Ultimately, modernisation is dependent on having enough dentists in place. The BDA estimates that there needs to be a 25% increase in training places - from 800 a year to 1,000 - to close the gap between delivery and demand. Attracting potential trainees is not a problem, Renshaw says, but the government would need to increase the number of dental schools from the current total of 13.

The government is expected next month to publish its long-awaited workforce review into exactly how many dentists are needed. Ministers' responses to it will prove crucial in rebuilding bridges with the profession. Big hopes are pinned on the government agreeing to boost recruitment. Renshaw says: "If, after all that we've been through, they say: 'We can't afford more dentists', then we'll go on the backburner and be forgotten for another 10 years."

Cost drives many people from care

Dentists perform more than 300 types of treatments on NHS patients. After they see a patient, practitioners complete a form to claim payment. Forms are assessed by the dental practice board as to whether they match the rules of the general dental service and, if so, a fee is sent.

Fees are intended to take into account the overhead costs of running a practice: premises, staff, equipment and materials. Extra government funding in the form of grants to buy equipment is also available.

Patients pay about 30% of the total cost of the general dental service. For all children under 18, and adults on income support, care is free.

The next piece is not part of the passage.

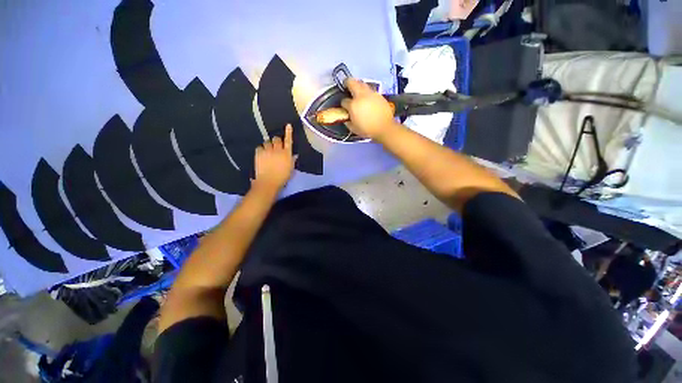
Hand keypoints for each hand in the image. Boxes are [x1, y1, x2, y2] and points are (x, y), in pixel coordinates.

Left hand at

There is no income sliding scale and working people on low incomes and pensioners are not automatically exempt from most charges. Those near the threshold for free treatment may be able to get help with the cost, however. Patient surveys frequently cite cost as a reason for not visiting a dentist.

In England, most adults pay 80% of the cost of examinations and treatments, up to a maximum of £366 for one course. In Wales, however, examinations are free for people under 25 and those over 60, with the maximum cost frozen at £354. The dentist is responsible for collecting the money.